This is similar to the instance-based approach in that the source data is transferred, however, it is the encodings of the time series and not the original instances. Instance-based approaches typically consider the dissimilarities of the source and target distribution. The techniques disclosed herein, by contrast, do not necessarily consider the data distributions (e.g., of the source dataset/domain and target dataset/domain). The techniques disclosed herein may utilize feature-representation-based approaches that try to apply learned representation from the source to the target data. Transferring the memory, as stated previously, may encourage the target controller to learn how to represent the time series similarly to how the source controller represents the data. Lastly, the memory may include a matrix of parameters that the trained model learns as it passes through the timeseries data. This may be considered a parameter-based approach.
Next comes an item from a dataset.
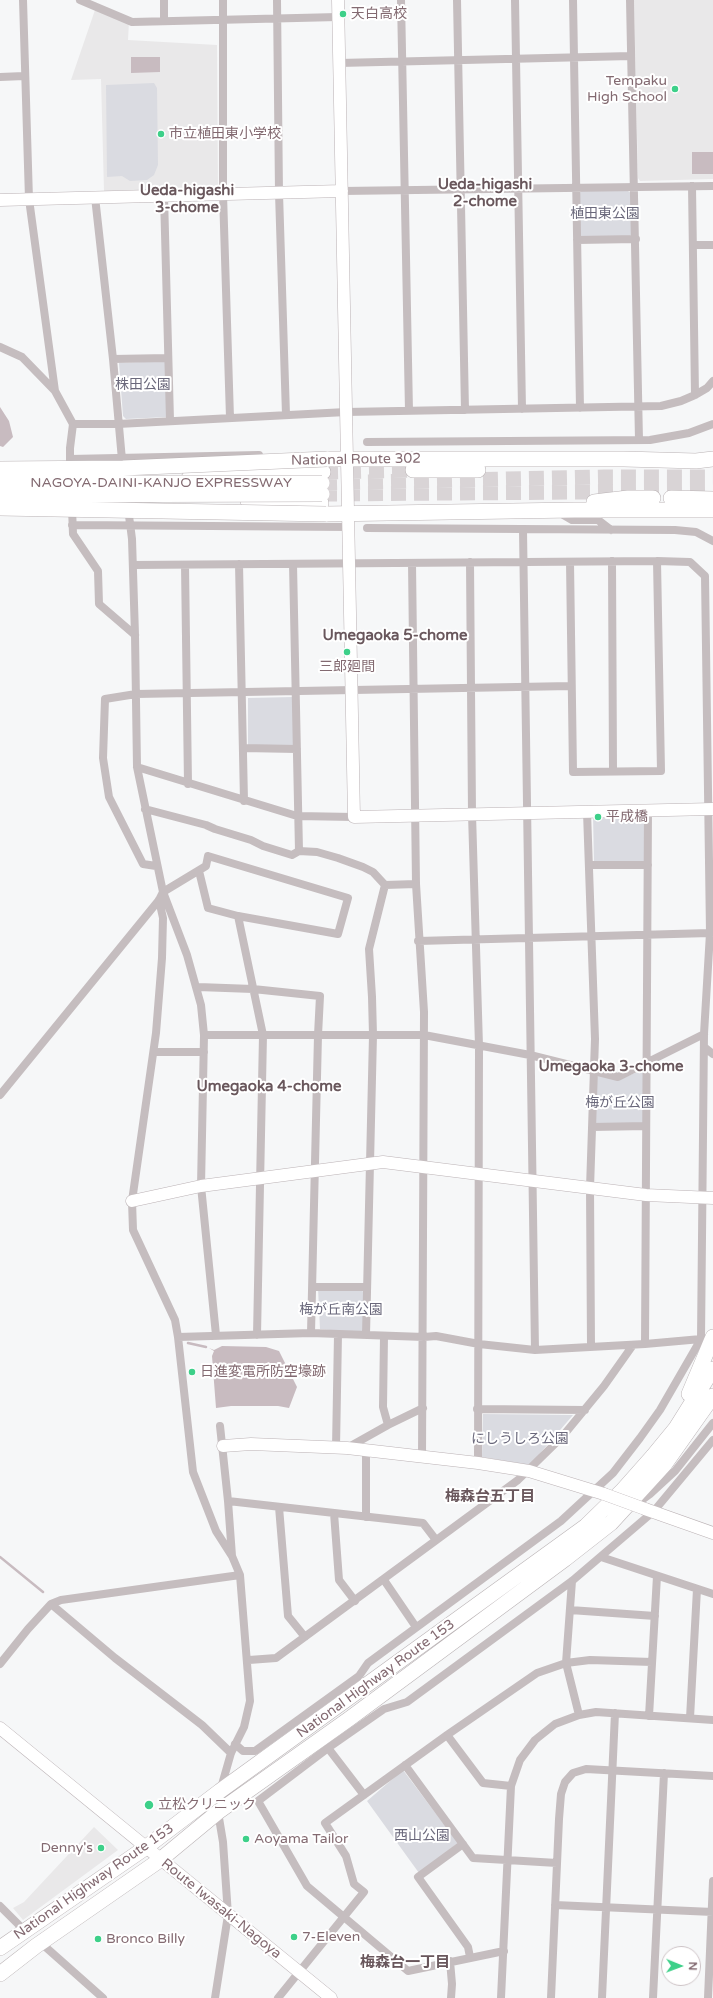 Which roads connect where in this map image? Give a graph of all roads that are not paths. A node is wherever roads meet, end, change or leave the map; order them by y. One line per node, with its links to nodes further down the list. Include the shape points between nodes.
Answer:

A method is disclosed to train a model on the source data and then transfer a subset of the experience to the untrained target model. In this disclosure, the part of the experience that is being transferred may include the memory matrix and/or link matrix. The memory matrix and the link matrix of the source DNC model (e.g., at the last timestamp of the DNC model) may be transferred to the target domain. These matrices may be used to initialize the memory matrix and/or the link matrix of the DNC at the target domain/node, e.g., at the first timestamp of the training period in the target domain/node. The target model is then allowed in the consecutive timesteps to update the experience (matrices) by itself.
A method is disclosed for transferring knowledge learned in one DNC model at the source domain (and/or node) to a DNC model at the target domain (and/or node). This may be achieved through transferring the external memory matrix and/or the link matrix of the DNC in the source domain (and/or node) (e.g., at the final timestamp of the timeseries data at the source domain) to the DNC model in the target domain (and/or node) (e.g., at the first timestamp of the timeseries at the target domain).
There may be multiple benefits realized from being able to do transfer learning via the memory of the DNC, e.g., because of the flexibility of this technique. The technique does not require for the dimensions of the input features of the source and the target to be the same. This may be useful in cases where there are additional features added to the target data/domain, but such additional features cannot be added for the source data/domain, for example, if a network operator adds a new set of sensors to a node, when monitoring capabilities are upgraded/improved in the network infrastructure, when a source domain is associated with a source node which has different capabilities (e.g., sensors, measurements, etc.) than those of the target node associated with the target domain, etc.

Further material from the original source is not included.